* _What is expected_
Print each of the records below, leaving every word as it is.

* _Records shown_

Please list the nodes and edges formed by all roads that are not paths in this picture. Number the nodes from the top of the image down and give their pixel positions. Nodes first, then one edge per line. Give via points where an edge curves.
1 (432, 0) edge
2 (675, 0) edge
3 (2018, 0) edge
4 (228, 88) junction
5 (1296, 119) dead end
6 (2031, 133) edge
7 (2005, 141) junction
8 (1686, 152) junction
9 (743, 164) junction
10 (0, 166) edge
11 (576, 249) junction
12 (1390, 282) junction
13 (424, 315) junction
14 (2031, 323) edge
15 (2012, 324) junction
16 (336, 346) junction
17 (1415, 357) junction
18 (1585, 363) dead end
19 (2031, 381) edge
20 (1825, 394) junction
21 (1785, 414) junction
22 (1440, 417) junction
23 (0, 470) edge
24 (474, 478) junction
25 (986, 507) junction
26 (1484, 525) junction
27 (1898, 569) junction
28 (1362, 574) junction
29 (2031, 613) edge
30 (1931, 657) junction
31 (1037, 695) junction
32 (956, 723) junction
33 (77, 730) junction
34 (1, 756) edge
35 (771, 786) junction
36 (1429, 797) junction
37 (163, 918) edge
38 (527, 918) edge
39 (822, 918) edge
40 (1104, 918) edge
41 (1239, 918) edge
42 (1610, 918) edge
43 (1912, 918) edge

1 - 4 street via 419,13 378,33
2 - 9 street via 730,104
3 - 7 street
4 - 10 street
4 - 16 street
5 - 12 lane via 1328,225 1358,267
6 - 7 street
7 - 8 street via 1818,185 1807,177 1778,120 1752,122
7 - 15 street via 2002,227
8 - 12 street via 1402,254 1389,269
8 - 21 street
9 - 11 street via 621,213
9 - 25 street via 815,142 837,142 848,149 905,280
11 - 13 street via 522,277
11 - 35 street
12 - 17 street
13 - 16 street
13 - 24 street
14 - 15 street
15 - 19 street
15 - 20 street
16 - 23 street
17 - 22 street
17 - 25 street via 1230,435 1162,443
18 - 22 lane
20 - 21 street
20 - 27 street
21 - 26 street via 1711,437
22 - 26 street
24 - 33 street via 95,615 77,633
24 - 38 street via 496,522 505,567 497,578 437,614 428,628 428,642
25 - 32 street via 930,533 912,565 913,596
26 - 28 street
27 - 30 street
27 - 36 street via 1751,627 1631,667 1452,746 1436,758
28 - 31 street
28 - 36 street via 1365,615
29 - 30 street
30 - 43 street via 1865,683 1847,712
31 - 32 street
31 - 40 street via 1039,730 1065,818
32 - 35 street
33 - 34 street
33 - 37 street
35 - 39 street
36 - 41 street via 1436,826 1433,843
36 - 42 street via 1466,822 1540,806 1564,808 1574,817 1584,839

* _Solution for this exercise_
Please list the nodes and edges formed by all roads that are not paths in this picture. Number the nodes from the top of the image down and give their pixel positions. Nodes first, then one edge per line. Give via points where an edge curves.
1 (432, 0) edge
2 (675, 0) edge
3 (2018, 0) edge
4 (228, 88) junction
5 (1296, 119) dead end
6 (2031, 133) edge
7 (2005, 141) junction
8 (1686, 152) junction
9 (743, 164) junction
10 (0, 166) edge
11 (576, 249) junction
12 (1390, 282) junction
13 (424, 315) junction
14 (2031, 323) edge
15 (2012, 324) junction
16 (336, 346) junction
17 (1415, 357) junction
18 (1585, 363) dead end
19 (2031, 381) edge
20 (1825, 394) junction
21 (1785, 414) junction
22 (1440, 417) junction
23 (0, 470) edge
24 (474, 478) junction
25 (986, 507) junction
26 (1484, 525) junction
27 (1898, 569) junction
28 (1362, 574) junction
29 (2031, 613) edge
30 (1931, 657) junction
31 (1037, 695) junction
32 (956, 723) junction
33 (77, 730) junction
34 (1, 756) edge
35 (771, 786) junction
36 (1429, 797) junction
37 (163, 918) edge
38 (527, 918) edge
39 (822, 918) edge
40 (1104, 918) edge
41 (1239, 918) edge
42 (1610, 918) edge
43 (1912, 918) edge

1 - 4 street via 419,13 378,33
2 - 9 street via 730,104
3 - 7 street
4 - 10 street
4 - 16 street
5 - 12 lane via 1328,225 1358,267
6 - 7 street
7 - 8 street via 1818,185 1807,177 1778,120 1752,122
7 - 15 street via 2002,227
8 - 12 street via 1402,254 1389,269
8 - 21 street
9 - 11 street via 621,213
9 - 25 street via 815,142 837,142 848,149 905,280
11 - 13 street via 522,277
11 - 35 street
12 - 17 street
13 - 16 street
13 - 24 street
14 - 15 street
15 - 19 street
15 - 20 street
16 - 23 street
17 - 22 street
17 - 25 street via 1230,435 1162,443
18 - 22 lane
20 - 21 street
20 - 27 street
21 - 26 street via 1711,437
22 - 26 street
24 - 33 street via 95,615 77,633
24 - 38 street via 496,522 505,567 497,578 437,614 428,628 428,642
25 - 32 street via 930,533 912,565 913,596
26 - 28 street
27 - 30 street
27 - 36 street via 1751,627 1631,667 1452,746 1436,758
28 - 31 street
28 - 36 street via 1365,615
29 - 30 street
30 - 43 street via 1865,683 1847,712
31 - 32 street
31 - 40 street via 1039,730 1065,818
32 - 35 street
33 - 34 street
33 - 37 street
35 - 39 street
36 - 41 street via 1436,826 1433,843
36 - 42 street via 1466,822 1540,806 1564,808 1574,817 1584,839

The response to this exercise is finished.